··· Data to use ···

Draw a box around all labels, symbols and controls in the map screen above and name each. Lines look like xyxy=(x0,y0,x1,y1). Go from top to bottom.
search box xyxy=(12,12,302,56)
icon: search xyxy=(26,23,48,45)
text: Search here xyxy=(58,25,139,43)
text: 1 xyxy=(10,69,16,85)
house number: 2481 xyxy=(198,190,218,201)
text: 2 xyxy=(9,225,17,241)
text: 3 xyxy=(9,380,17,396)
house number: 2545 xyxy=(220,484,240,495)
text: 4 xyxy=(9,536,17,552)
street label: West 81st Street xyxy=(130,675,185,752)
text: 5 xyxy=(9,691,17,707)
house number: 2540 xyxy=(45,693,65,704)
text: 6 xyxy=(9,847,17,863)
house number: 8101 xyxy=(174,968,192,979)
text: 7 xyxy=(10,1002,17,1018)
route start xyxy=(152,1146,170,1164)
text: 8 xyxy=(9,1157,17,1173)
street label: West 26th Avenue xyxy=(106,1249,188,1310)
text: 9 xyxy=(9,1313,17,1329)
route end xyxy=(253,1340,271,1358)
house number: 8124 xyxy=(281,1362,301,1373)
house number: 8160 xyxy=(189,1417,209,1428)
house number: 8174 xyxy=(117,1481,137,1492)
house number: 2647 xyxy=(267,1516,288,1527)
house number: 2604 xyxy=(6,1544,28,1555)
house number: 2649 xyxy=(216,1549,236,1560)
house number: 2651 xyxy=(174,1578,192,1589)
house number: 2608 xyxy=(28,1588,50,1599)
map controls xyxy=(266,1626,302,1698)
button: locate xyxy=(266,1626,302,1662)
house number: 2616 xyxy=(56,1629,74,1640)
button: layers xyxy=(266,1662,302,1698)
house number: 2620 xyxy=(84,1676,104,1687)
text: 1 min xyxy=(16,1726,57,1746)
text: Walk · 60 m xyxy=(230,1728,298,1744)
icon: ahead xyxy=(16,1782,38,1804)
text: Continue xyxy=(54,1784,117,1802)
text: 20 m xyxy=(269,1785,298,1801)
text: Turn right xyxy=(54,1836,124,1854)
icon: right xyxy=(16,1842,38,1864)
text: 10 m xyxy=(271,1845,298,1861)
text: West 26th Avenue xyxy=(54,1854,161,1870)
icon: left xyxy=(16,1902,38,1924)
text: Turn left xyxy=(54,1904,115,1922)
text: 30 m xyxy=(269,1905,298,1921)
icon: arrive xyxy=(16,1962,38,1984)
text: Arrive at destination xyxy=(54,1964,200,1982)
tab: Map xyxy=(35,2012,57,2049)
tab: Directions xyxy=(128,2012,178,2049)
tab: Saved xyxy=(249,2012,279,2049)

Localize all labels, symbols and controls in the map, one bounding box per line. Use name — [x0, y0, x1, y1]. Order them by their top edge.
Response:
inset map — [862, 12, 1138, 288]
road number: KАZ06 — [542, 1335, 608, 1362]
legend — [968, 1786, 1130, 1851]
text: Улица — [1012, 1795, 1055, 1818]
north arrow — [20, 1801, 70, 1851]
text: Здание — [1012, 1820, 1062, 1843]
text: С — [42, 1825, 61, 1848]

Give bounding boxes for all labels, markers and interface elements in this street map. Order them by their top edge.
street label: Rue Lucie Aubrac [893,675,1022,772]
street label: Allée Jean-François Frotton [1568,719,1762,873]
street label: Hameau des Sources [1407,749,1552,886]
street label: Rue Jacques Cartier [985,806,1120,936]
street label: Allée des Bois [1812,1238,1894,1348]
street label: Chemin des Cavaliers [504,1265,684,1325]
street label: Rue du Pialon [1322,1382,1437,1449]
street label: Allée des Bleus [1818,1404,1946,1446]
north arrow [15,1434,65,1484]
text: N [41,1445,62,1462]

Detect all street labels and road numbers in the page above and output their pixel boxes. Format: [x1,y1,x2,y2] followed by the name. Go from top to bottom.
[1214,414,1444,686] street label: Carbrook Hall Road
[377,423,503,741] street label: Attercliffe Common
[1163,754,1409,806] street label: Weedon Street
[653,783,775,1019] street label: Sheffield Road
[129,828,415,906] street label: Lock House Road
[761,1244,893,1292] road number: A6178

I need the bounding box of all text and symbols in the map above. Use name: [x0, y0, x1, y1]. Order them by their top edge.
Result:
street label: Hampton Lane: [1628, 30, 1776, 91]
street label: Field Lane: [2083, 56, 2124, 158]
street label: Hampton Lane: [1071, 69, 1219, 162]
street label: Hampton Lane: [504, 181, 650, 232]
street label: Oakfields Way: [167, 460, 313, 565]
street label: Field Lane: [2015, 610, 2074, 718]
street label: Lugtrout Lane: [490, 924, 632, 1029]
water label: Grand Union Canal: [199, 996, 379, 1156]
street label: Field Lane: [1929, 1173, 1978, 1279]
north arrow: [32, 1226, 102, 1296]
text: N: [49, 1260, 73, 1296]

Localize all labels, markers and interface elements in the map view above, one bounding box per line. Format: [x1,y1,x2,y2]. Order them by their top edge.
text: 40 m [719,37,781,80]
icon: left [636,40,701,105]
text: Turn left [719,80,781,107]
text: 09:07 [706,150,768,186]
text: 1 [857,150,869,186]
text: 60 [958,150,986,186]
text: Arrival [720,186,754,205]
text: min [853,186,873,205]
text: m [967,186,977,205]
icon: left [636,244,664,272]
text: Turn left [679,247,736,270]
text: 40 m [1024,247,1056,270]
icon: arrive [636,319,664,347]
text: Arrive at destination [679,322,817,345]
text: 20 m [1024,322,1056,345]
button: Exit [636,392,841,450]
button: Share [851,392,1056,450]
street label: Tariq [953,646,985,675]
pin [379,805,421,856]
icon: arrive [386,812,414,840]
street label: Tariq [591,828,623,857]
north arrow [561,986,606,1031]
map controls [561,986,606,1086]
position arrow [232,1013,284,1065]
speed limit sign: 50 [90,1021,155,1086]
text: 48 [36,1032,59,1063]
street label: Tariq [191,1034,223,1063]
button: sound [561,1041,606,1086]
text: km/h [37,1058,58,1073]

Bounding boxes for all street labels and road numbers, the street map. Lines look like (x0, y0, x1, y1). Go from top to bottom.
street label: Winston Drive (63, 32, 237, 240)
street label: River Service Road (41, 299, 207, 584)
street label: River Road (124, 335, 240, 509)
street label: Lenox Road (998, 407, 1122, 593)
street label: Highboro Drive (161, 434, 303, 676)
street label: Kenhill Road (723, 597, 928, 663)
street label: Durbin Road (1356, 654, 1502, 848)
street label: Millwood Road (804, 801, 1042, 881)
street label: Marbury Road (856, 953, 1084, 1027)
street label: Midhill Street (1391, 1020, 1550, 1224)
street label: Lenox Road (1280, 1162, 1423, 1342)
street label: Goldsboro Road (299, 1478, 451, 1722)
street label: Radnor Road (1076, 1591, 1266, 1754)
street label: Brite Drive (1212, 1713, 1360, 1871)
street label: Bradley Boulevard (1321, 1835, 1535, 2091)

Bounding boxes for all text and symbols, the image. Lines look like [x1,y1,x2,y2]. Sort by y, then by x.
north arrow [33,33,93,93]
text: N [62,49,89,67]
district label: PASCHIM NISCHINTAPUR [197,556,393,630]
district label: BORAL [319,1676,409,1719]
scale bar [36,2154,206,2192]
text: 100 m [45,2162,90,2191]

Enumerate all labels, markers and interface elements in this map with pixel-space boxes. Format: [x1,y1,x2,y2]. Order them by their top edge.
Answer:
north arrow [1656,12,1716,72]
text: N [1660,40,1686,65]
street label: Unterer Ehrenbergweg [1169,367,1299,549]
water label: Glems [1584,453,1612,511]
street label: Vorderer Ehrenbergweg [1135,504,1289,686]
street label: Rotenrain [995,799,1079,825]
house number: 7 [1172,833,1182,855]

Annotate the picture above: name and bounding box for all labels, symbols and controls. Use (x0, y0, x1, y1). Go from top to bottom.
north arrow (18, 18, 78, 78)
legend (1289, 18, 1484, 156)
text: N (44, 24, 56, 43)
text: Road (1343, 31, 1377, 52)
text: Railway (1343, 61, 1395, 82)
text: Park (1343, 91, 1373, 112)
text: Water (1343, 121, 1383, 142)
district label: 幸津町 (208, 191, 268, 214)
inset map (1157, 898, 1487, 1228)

···

### Exercise
Above are some lines. Repeat exactly, and only, those from the line that has "Bounding boxes for all text" through the line that has "Enumerate all labels, markers".

### Response box
Bounding boxes for all text and symbols, the image. Lines look like [x1,y1,x2,y2]. Sort by y, then by x.
north arrow [33,33,93,93]
text: N [62,49,89,67]
district label: PASCHIM NISCHINTAPUR [197,556,393,630]
district label: BORAL [319,1676,409,1719]
scale bar [36,2154,206,2192]
text: 100 m [45,2162,90,2191]

Enumerate all labels, markers and interface elements in this map with pixel-space boxes. Format: [x1,y1,x2,y2]. Order them by their top edge.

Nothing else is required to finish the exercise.